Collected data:
+ + +
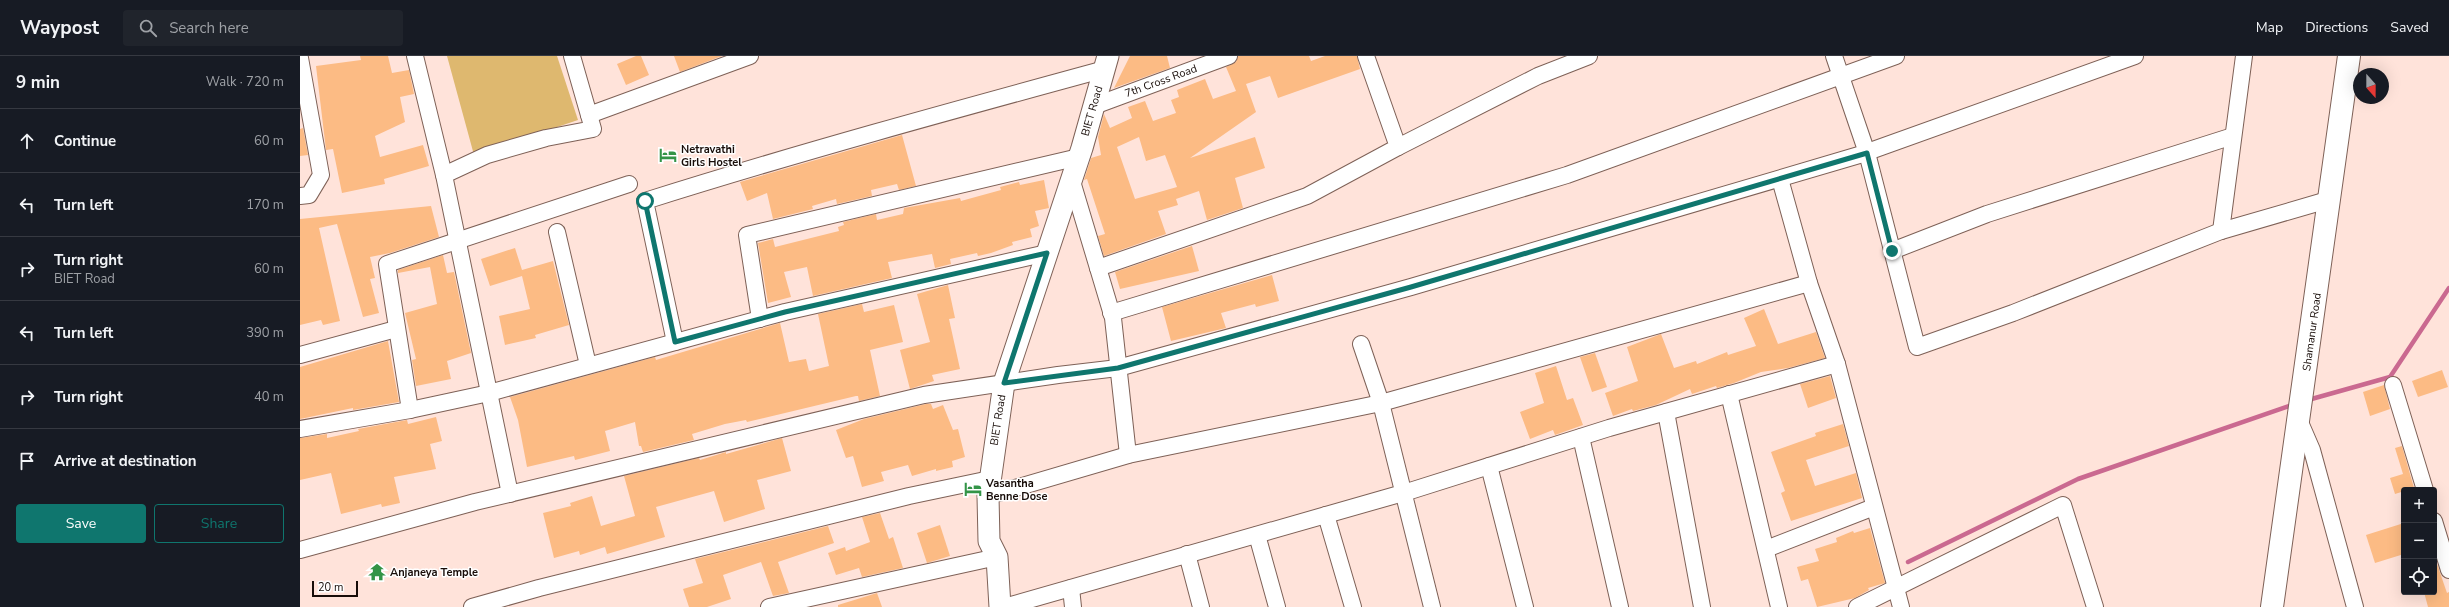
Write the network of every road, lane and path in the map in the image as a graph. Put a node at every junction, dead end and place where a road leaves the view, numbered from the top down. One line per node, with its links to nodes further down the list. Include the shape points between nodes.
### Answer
1 (415, 56): 22 (street)
2 (572, 56): 16 (street)
3 (750, 56): 16 (street)
4 (1229, 56): 15 (street, 7th Cross Road)
5 (1366, 56): 19 (street)
6 (1589, 56): 19 (street, via 1538,76)
7 (1834, 56): 14 (street)
8 (1896, 56): 14 (street)
9 (2135, 56): 20 (street)
10 (2244, 56): 18 (street)
11 (2349, 56): 27 (main road, Shamanur Road)
12 (300, 58): 17 (street)
13 (1106, 62): 15 (street, BIET Road); 38 (street, via 645,201)
14 (1841, 76): 20 (street); 35 (street, via 1567,175)
15 (1094, 106): 21 (street, BIET Road)
16 (589, 115): 22 (street, via 593,129 546,138 487,155)
17 (305, 118): 26 (street, via 321,175 309,195)
18 (2233, 136): 28 (street); 31 (street, via 1988,214)
19 (1398, 147): 33 (street, via 1307,196)
20 (1867, 153): 24 (street); 31 (street)
21 (1079, 157): 23 (street, BIET Road); 36 (street, via 747,235)
22 (444, 175): 30 (street)
23 (1071, 178): 32 (street, BIET Road); 33 (street)
24 (1780, 179): 34 (street); 43 (street, via 1411,287)
25 (629, 184): 30 (street)
26 (300, 196)
27 (2331, 199): 28 (street); 49 (main road, Shamanur Road)
28 (2221, 231): 31 (street, via 2013,313 1917,347)
29 (557, 232): 42 (street)
30 (458, 240): 37 (street, via 387,264); 46 (street)
31 (1892, 251)
32 (1047, 253): 36 (street); 44 (street, BIET Road)
33 (1098, 268): 35 (street)
34 (1809, 283): 41 (street); 48 (street)
35 (1111, 313): 43 (street)
36 (760, 319): 38 (street)
37 (396, 329): 40 (street); 50 (street)
38 (675, 342): 42 (street)
39 (1360, 344): 48 (street)
40 (300, 355)
41 (1837, 364): 47 (street); 60 (street)
42 (588, 365): 46 (street)
43 (1118, 368): 44 (street); 54 (street)
44 (1004, 383): 57 (street, BIET Road); 59 (street, via 924,395)
45 (2392, 385): 56 (street)
46 (488, 393): 50 (street); 59 (street)
47 (1729, 394): 51 (street); 64 (street)
48 (1381, 402): 54 (street); 58 (street)
49 (2301, 409): 87 (main road, Shamanur Road); 88 (street)
50 (410, 410): 52 (street)
51 (1666, 412): 53 (street); 82 (street)
52 (300, 429)
53 (1581, 437): 55 (street); 81 (street)
54 (1128, 455): 57 (street)
55 (1489, 466): 58 (street); 80 (street)
56 (2423, 487)
57 (989, 488): 67 (street, BIET Road, via 989,541); 71 (street, via 902,497)
58 (1403, 493): 61 (street); 79 (street)
59 (510, 494): 65 (street)
60 (1874, 507): 64 (street); 69 (street)
61 (1326, 515): 63 (street); 78 (street)
62 (2435, 523): 68 (street)
63 (1257, 535): 66 (street); 77 (street)
64 (1766, 549): 83 (street)
65 (300, 550)
66 (1187, 554): 70 (street); 76 (street)
67 (997, 557): 72 (street); 73 (street, BIET Road)
68 (2449, 570)
69 (1896, 587): 84 (street); 85 (street); 86 (street, via 2063,505)
70 (1071, 588): 74 (street); 75 (street)
71 (472, 607)
72 (769, 607)
73 (1000, 607)
74 (1004, 607)
75 (1073, 607)
76 (1201, 607)
77 (1277, 607)
78 (1353, 607)
79 (1432, 607)
80 (1525, 607)
81 (1620, 607)
82 (1702, 607)
83 (1779, 607)
84 (1857, 607)
85 (1901, 607)
86 (2095, 607)
87 (2272, 607)
88 (2355, 607)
+ + +
[Work order]:
Among the lines above, please find those with "Shamanur" and copy them.

[Response to the exercise]:
11 (2349, 56): 27 (main road, Shamanur Road)
27 (2331, 199): 28 (street); 49 (main road, Shamanur Road)
49 (2301, 409): 87 (main road, Shamanur Road); 88 (street)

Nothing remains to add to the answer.